Les Blank: Always for Pleasure (Criterion) A comprehensive package of the work by the filmmaker Werner Herzog likes to think of the American Werner Herzog -- not a bad thumbnail, so long as you keep in mind Blank's rather unHerzogian disdain for dramatics and grandeur. Probably the premier surveyor of the all-American fringe land -- which is to say, most of America, in distinct and eccentric slices -- Blank died last year, capping a career of modestly and exultantly observing American culture as it ferments and thrives that spanned over half a century. This typically rich Criterion box delivers restored editions of Blank's homey, handmade, completely unpretentious features, featurettes and shorts (conspicuously omitting his famous Herzog diptych Werner Herzog Eats His Shoe, from 1980, and 1982's Burden of Dreams), basking in the outskirts of regional music, ethnic cooking, outsider art, gap-toothed women and much more. Each film is buttressed by new interviews (including Herzog appreciating the 1971 Cajun plunge Spend It All and the very real self-dentistry-with-wrench moment he stole for Stroszek), extra footage, and/or other films.

Fox Searchlight Pictures: 20th Anniversary Collection (20th Century Fox) Ordinary people don't care much which studio a movie comes from, and so the best way to address this lavishly mounted corporate-dependee self-suck crate of Blu-rays is to just tally up the bang for your buck. There are many Oscar winners you don't want to see again, but you get Boys Don't Cry (1999), Napoleon Dynamite (2004), Once (2007), (500) Days of Summer (2009), Crazy Heart (2009), Black Swan (2010), Beasts of the Southern Wild (2012), and 12 Years a Slave (2013), plus a dozen other even more well-seen titles, plus a feature-doc history of the mezzo-studio, nervily titled We Have Your Story.

Universal Classic Monsters: Complete 30-Film Collection 1931-1956 (Universal) A matinee-Gothic geek's reason not to go outside all winter, this trunk of discs contains all of the old genre standards, and absolutely all of their vampiric-invisible-manmade-lupine-mummified sequels, which includes the three Abbott & Costello farces that spelled their franchises' final death rattle, as well as overlooked launches of the absurd, like the Spanish-language Dracula, directed by George Melford (1931); the Nazi-battling hyperextension Invisible Agent (1942); the blissfully cheesy quickie by Rondo Hatton's primary caretaker, Jean Yarbrough, She-Wolf of London (1946); and all three Black Lagoon programmers. Tons of extras, commentaries, featurettes, etc., with the running time adding up to almost 2,900 minutes. Under a C-note.
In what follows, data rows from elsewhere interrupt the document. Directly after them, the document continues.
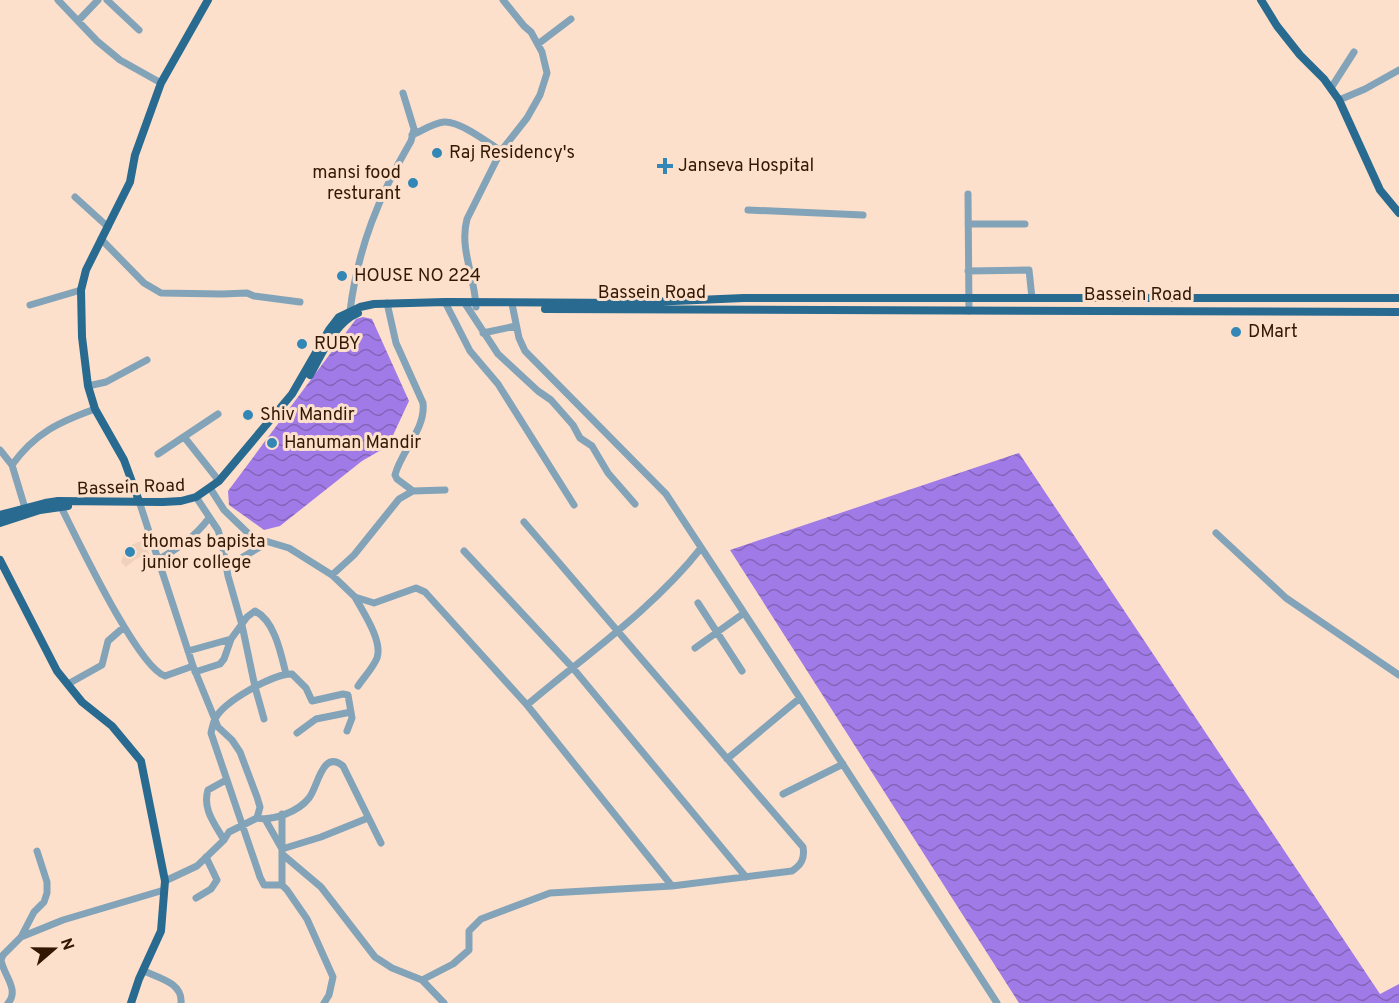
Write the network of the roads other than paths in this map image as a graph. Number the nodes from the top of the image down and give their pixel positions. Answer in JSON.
{"nodes":[{"id":1,"x":58,"y":0,"type":"edge"},
{"id":2,"x":98,"y":0,"type":"edge"},
{"id":3,"x":107,"y":0,"type":"edge"},
{"id":4,"x":208,"y":0,"type":"edge"},
{"id":5,"x":504,"y":0,"type":"edge"},
{"id":6,"x":1261,"y":0,"type":"edge"},
{"id":7,"x":571,"y":19,"type":"dead end"},
{"id":8,"x":78,"y":21,"type":"junction"},
{"id":9,"x":139,"y":30,"type":"dead end"},
{"id":10,"x":538,"y":44,"type":"junction"},
{"id":11,"x":1354,"y":52,"type":"dead end"},
{"id":12,"x":1399,"y":70,"type":"edge"},
{"id":13,"x":160,"y":83,"type":"junction"},
{"id":14,"x":1330,"y":88,"type":"junction"},
{"id":15,"x":403,"y":93,"type":"dead end"},
{"id":16,"x":1339,"y":100,"type":"junction"},
{"id":17,"x":412,"y":135,"type":"junction"},
{"id":18,"x":501,"y":151,"type":"junction"},
{"id":19,"x":968,"y":194,"type":"dead end"},
{"id":20,"x":75,"y":197,"type":"dead end"},
{"id":21,"x":748,"y":210,"type":"dead end"},
{"id":22,"x":1399,"y":213,"type":"edge"},
{"id":23,"x":863,"y":215,"type":"dead end"},
{"id":24,"x":968,"y":224,"type":"junction"},
{"id":25,"x":1025,"y":224,"type":"dead end"},
{"id":26,"x":108,"y":227,"type":"junction"},
{"id":27,"x":101,"y":239,"type":"junction"},
{"id":28,"x":968,"y":271,"type":"junction"},
{"id":29,"x":81,"y":290,"type":"junction"},
{"id":30,"x":968,"y":297,"type":"junction"},
{"id":31,"x":844,"y":298,"type":"junction"},
{"id":32,"x":1032,"y":298,"type":"junction"},
{"id":33,"x":1399,"y":298,"type":"edge"},
{"id":34,"x":1271,"y":299,"type":"junction"},
{"id":35,"x":1335,"y":299,"type":"junction"},
{"id":36,"x":300,"y":302,"type":"dead end"},
{"id":37,"x":446,"y":304,"type":"junction"},
{"id":38,"x":471,"y":304,"type":"junction"},
{"id":39,"x":30,"y":305,"type":"dead end"},
{"id":40,"x":388,"y":305,"type":"junction"},
{"id":41,"x":513,"y":306,"type":"junction"},
{"id":42,"x":845,"y":310,"type":"junction"},
{"id":43,"x":969,"y":311,"type":"junction"},
{"id":44,"x":1272,"y":312,"type":"junction"},
{"id":45,"x":1336,"y":312,"type":"junction"},
{"id":46,"x":1399,"y":312,"type":"edge"},
{"id":47,"x":351,"y":313,"type":"junction"},
{"id":48,"x":516,"y":326,"type":"junction"},
{"id":49,"x":483,"y":333,"type":"junction"},
{"id":50,"x":147,"y":360,"type":"dead end"},
{"id":51,"x":88,"y":386,"type":"junction"},
{"id":52,"x":95,"y":409,"type":"junction"},
{"id":53,"x":218,"y":414,"type":"dead end"},
{"id":54,"x":185,"y":438,"type":"junction"},
{"id":55,"x":0,"y":450,"type":"edge"},
{"id":56,"x":158,"y":454,"type":"dead end"},
{"id":57,"x":12,"y":465,"type":"junction"},
{"id":58,"x":219,"y":481,"type":"junction"},
{"id":59,"x":212,"y":490,"type":"junction"},
{"id":60,"x":445,"y":490,"type":"dead end"},
{"id":61,"x":413,"y":491,"type":"junction"},
{"id":62,"x":197,"y":500,"type":"junction"},
{"id":63,"x":59,"y":504,"type":"junction"},
{"id":64,"x":140,"y":504,"type":"junction"},
{"id":65,"x":635,"y":504,"type":"dead end"},
{"id":66,"x":574,"y":505,"type":"dead end"},
{"id":67,"x":25,"y":508,"type":"junction"},
{"id":68,"x":0,"y":515,"type":"edge"},
{"id":69,"x":209,"y":518,"type":"junction"},
{"id":70,"x":524,"y":522,"type":"dead end"},
{"id":71,"x":0,"y":523,"type":"edge"},
{"id":72,"x":1216,"y":533,"type":"dead end"},
{"id":73,"x":260,"y":547,"type":"dead end"},
{"id":74,"x":701,"y":548,"type":"junction"},
{"id":75,"x":464,"y":551,"type":"dead end"},
{"id":76,"x":0,"y":560,"type":"edge"},
{"id":77,"x":158,"y":560,"type":"junction"},
{"id":78,"x":226,"y":567,"type":"junction"},
{"id":79,"x":332,"y":575,"type":"junction"},
{"id":80,"x":355,"y":597,"type":"junction"},
{"id":81,"x":698,"y":603,"type":"dead end"},
{"id":82,"x":744,"y":613,"type":"junction"},
{"id":83,"x":242,"y":625,"type":"junction"},
{"id":84,"x":123,"y":627,"type":"junction"},
{"id":85,"x":617,"y":631,"type":"junction"},
{"id":86,"x":717,"y":632,"type":"junction"},
{"id":87,"x":231,"y":639,"type":"junction"},
{"id":88,"x":694,"y":648,"type":"dead end"},
{"id":89,"x":188,"y":651,"type":"junction"},
{"id":90,"x":572,"y":667,"type":"junction"},
{"id":91,"x":194,"y":669,"type":"junction"},
{"id":92,"x":742,"y":671,"type":"dead end"},
{"id":93,"x":286,"y":674,"type":"junction"},
{"id":94,"x":1399,"y":675,"type":"edge"},
{"id":95,"x":68,"y":684,"type":"junction"},
{"id":96,"x":358,"y":686,"type":"dead end"},
{"id":97,"x":255,"y":687,"type":"junction"},
{"id":98,"x":801,"y":698,"type":"junction"},
{"id":99,"x":527,"y":705,"type":"junction"},
{"id":100,"x":351,"y":712,"type":"junction"},
{"id":101,"x":214,"y":719,"type":"junction"},
{"id":102,"x":264,"y":719,"type":"dead end"},
{"id":103,"x":347,"y":731,"type":"dead end"},
{"id":104,"x":297,"y":733,"type":"dead end"},
{"id":105,"x":727,"y":759,"type":"junction"},
{"id":106,"x":843,"y":764,"type":"junction"},
{"id":107,"x":226,"y":780,"type":"junction"},
{"id":108,"x":783,"y":794,"type":"dead end"},
{"id":109,"x":282,"y":814,"type":"junction"},
{"id":110,"x":257,"y":818,"type":"junction"},
{"id":111,"x":368,"y":818,"type":"junction"},
{"id":112,"x":265,"y":819,"type":"junction"},
{"id":113,"x":242,"y":825,"type":"junction"},
{"id":114,"x":224,"y":840,"type":"junction"},
{"id":115,"x":381,"y":843,"type":"dead end"},
{"id":116,"x":37,"y":851,"type":"dead end"},
{"id":117,"x":282,"y":852,"type":"junction"},
{"id":118,"x":206,"y":857,"type":"junction"},
{"id":119,"x":746,"y":877,"type":"junction"},
{"id":120,"x":164,"y":885,"type":"junction"},
{"id":121,"x":282,"y":885,"type":"junction"},
{"id":122,"x":672,"y":886,"type":"junction"},
{"id":123,"x":196,"y":898,"type":"dead end"},
{"id":124,"x":21,"y":937,"type":"junction"},
{"id":125,"x":0,"y":960,"type":"edge"},
{"id":126,"x":144,"y":971,"type":"junction"},
{"id":127,"x":422,"y":980,"type":"junction"},
{"id":128,"x":8,"y":1003,"type":"edge"},
{"id":129,"x":131,"y":1003,"type":"edge"},
{"id":130,"x":181,"y":1003,"type":"edge"},
{"id":131,"x":324,"y":1003,"type":"edge"},
{"id":132,"x":444,"y":1003,"type":"edge"},
{"id":133,"x":997,"y":1003,"type":"edge"}],
"edges":[{"from":1,"to":8,"type":"street"},
{"from":2,"to":8,"type":"street"},
{"from":3,"to":9,"type":"street"},
{"from":4,"to":13,"type":"main road"},
{"from":5,"to":10,"type":"street"},
{"from":6,"to":14,"type":"main road"},
{"from":7,"to":10,"type":"street"},
{"from":8,"to":13,"type":"street"},
{"from":10,"to":18,"type":"street"},
{"from":11,"to":14,"type":"street"},
{"from":12,"to":16,"type":"street"},
{"from":13,"to":26,"type":"main road"},
{"from":14,"to":16,"type":"main road"},
{"from":15,"to":17,"type":"street"},
{"from":16,"to":22,"type":"main road"},
{"from":17,"to":18,"type":"street"},
{"from":17,"to":47,"type":"street"},
{"from":18,"to":38,"type":"street"},
{"from":19,"to":24,"type":"street"},
{"from":20,"to":26,"type":"street"},
{"from":21,"to":23,"type":"street"},
{"from":24,"to":25,"type":"street"},
{"from":24,"to":28,"type":"street"},
{"from":26,"to":27,"type":"main road"},
{"from":27,"to":29,"type":"main road"},
{"from":27,"to":36,"type":"street"},
{"from":28,"to":30,"type":"street"},
{"from":28,"to":32,"type":"street"},
{"from":29,"to":39,"type":"street"},
{"from":29,"to":51,"type":"main road"},
{"from":30,"to":31,"type":"main road","name":"Bassein Road"},
{"from":30,"to":32,"type":"main road","name":"Bassein Road"},
{"from":30,"to":43,"type":"street"},
{"from":31,"to":41,"type":"main road","name":"Bassein Road"},
{"from":31,"to":42,"type":"main road"},
{"from":32,"to":34,"type":"main road","name":"Bassein Road"},
{"from":33,"to":35,"type":"main road","name":"Bassein Road"},
{"from":34,"to":35,"type":"main road","name":"Bassein Road"},
{"from":34,"to":44,"type":"main road"},
{"from":35,"to":45,"type":"main road"},
{"from":37,"to":38,"type":"main road","name":"Bassein Road"},
{"from":37,"to":40,"type":"main road","name":"Bassein Road"},
{"from":37,"to":66,"type":"street"},
{"from":38,"to":41,"type":"main road","name":"Bassein Road"},
{"from":38,"to":49,"type":"street"},
{"from":40,"to":47,"type":"main road","name":"Bassein Road"},
{"from":40,"to":61,"type":"street"},
{"from":41,"to":42,"type":"main road","name":"Bassein Road"},
{"from":41,"to":48,"type":"street"},
{"from":42,"to":43,"type":"main road","name":"Bassein Road"},
{"from":43,"to":44,"type":"main road","name":"Bassein Road"},
{"from":44,"to":45,"type":"main road","name":"Bassein Road"},
{"from":45,"to":46,"type":"main road","name":"Bassein Road"},
{"from":47,"to":58,"type":"main road"},
{"from":47,"to":59,"type":"main road"},
{"from":48,"to":49,"type":"street"},
{"from":48,"to":74,"type":"street"},
{"from":49,"to":65,"type":"street"},
{"from":50,"to":51,"type":"street"},
{"from":51,"to":52,"type":"main road"},
{"from":52,"to":57,"type":"street"},
{"from":52,"to":64,"type":"main road"},
{"from":53,"to":54,"type":"street"},
{"from":54,"to":56,"type":"street"},
{"from":54,"to":58,"type":"street"},
{"from":55,"to":57,"type":"street"},
{"from":57,"to":67,"type":"street"},
{"from":58,"to":59,"type":"main road"},
{"from":59,"to":62,"type":"main road"},
{"from":59,"to":79,"type":"street"},
{"from":60,"to":61,"type":"street"},
{"from":61,"to":79,"type":"street"},
{"from":62,"to":64,"type":"main road"},
{"from":62,"to":69,"type":"street"},
{"from":63,"to":64,"type":"main road"},
{"from":63,"to":67,"type":"main road"},
{"from":63,"to":71,"type":"main road","name":"Bassein Road"},
{"from":63,"to":84,"type":"street"},
{"from":64,"to":77,"type":"street"},
{"from":67,"to":68,"type":"main road"},
{"from":69,"to":77,"type":"street"},
{"from":69,"to":78,"type":"street"},
{"from":70,"to":85,"type":"street"},
{"from":72,"to":94,"type":"street"},
{"from":73,"to":78,"type":"street"},
{"from":74,"to":82,"type":"street"},
{"from":74,"to":85,"type":"street"},
{"from":75,"to":90,"type":"street"},
{"from":76,"to":95,"type":"main road"},
{"from":77,"to":89,"type":"street"},
{"from":78,"to":83,"type":"street"},
{"from":79,"to":80,"type":"street"},
{"from":80,"to":96,"type":"street"},
{"from":80,"to":99,"type":"street"},
{"from":81,"to":86,"type":"street"},
{"from":82,"to":86,"type":"street"},
{"from":82,"to":98,"type":"street"},
{"from":83,"to":87,"type":"street"},
{"from":83,"to":93,"type":"street"},
{"from":83,"to":97,"type":"street"},
{"from":84,"to":91,"type":"street"},
{"from":84,"to":95,"type":"street"},
{"from":85,"to":90,"type":"street"},
{"from":85,"to":105,"type":"street"},
{"from":86,"to":88,"type":"street"},
{"from":86,"to":92,"type":"street"},
{"from":87,"to":89,"type":"street"},
{"from":87,"to":91,"type":"street"},
{"from":89,"to":91,"type":"street"},
{"from":90,"to":99,"type":"street"},
{"from":90,"to":119,"type":"street"},
{"from":91,"to":101,"type":"street"},
{"from":93,"to":97,"type":"street"},
{"from":93,"to":100,"type":"street"},
{"from":95,"to":120,"type":"main road"},
{"from":97,"to":101,"type":"street"},
{"from":97,"to":102,"type":"street"},
{"from":98,"to":105,"type":"street"},
{"from":98,"to":106,"type":"street"},
{"from":99,"to":122,"type":"street"},
{"from":100,"to":103,"type":"street"},
{"from":100,"to":104,"type":"street"},
{"from":101,"to":107,"type":"street"},
{"from":101,"to":110,"type":"street"},
{"from":105,"to":119,"type":"street"},
{"from":106,"to":108,"type":"street"},
{"from":106,"to":133,"type":"street"},
{"from":107,"to":113,"type":"street"},
{"from":107,"to":114,"type":"street"},
{"from":109,"to":111,"type":"street"},
{"from":109,"to":112,"type":"street"},
{"from":109,"to":117,"type":"street"},
{"from":110,"to":112,"type":"street"},
{"from":110,"to":113,"type":"street"},
{"from":111,"to":115,"type":"street"},
{"from":111,"to":117,"type":"street"},
{"from":112,"to":117,"type":"street"},
{"from":113,"to":114,"type":"street"},
{"from":113,"to":121,"type":"street"},
{"from":114,"to":118,"type":"street"},
{"from":116,"to":124,"type":"street"},
{"from":117,"to":121,"type":"street"},
{"from":117,"to":127,"type":"street"},
{"from":118,"to":120,"type":"street"},
{"from":118,"to":123,"type":"street"},
{"from":119,"to":122,"type":"street"},
{"from":120,"to":124,"type":"street"},
{"from":120,"to":126,"type":"main road"},
{"from":121,"to":131,"type":"street"},
{"from":122,"to":127,"type":"street"},
{"from":124,"to":125,"type":"street"},
{"from":125,"to":128,"type":"street"},
{"from":126,"to":129,"type":"main road"},
{"from":126,"to":130,"type":"street"},
{"from":127,"to":132,"type":"street"}]}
Bill Morrison: Collected Works 1996-2013 (Icarus) Morrison has etched out a unique niche for himself in the Wild West of alternative cinema: as a found-footage archivist bent on wordlessly examining not only the past as it's captured on film but also how it vanishes with the decaying of the plastic medium itself. Like memories, Morrison's films are unreliable and mutated with time and entropy, and his feature debut, Decasia (2002), may be the most haunting movie about the inability to stabilize an image ever made. (The aging, and erosion, of celluloid ensured that somebody like Morrison would appear, but only when enough time had passed.) On five discs, this set includes Morrison's four features (including the magisterial Frankenstein retelling Spark of Being, from 2010), and 12 shorts, plus a booklet. It'll keep you up at night worrying about the impermanence of all things. Had for the price of an old-fashioned hardcover.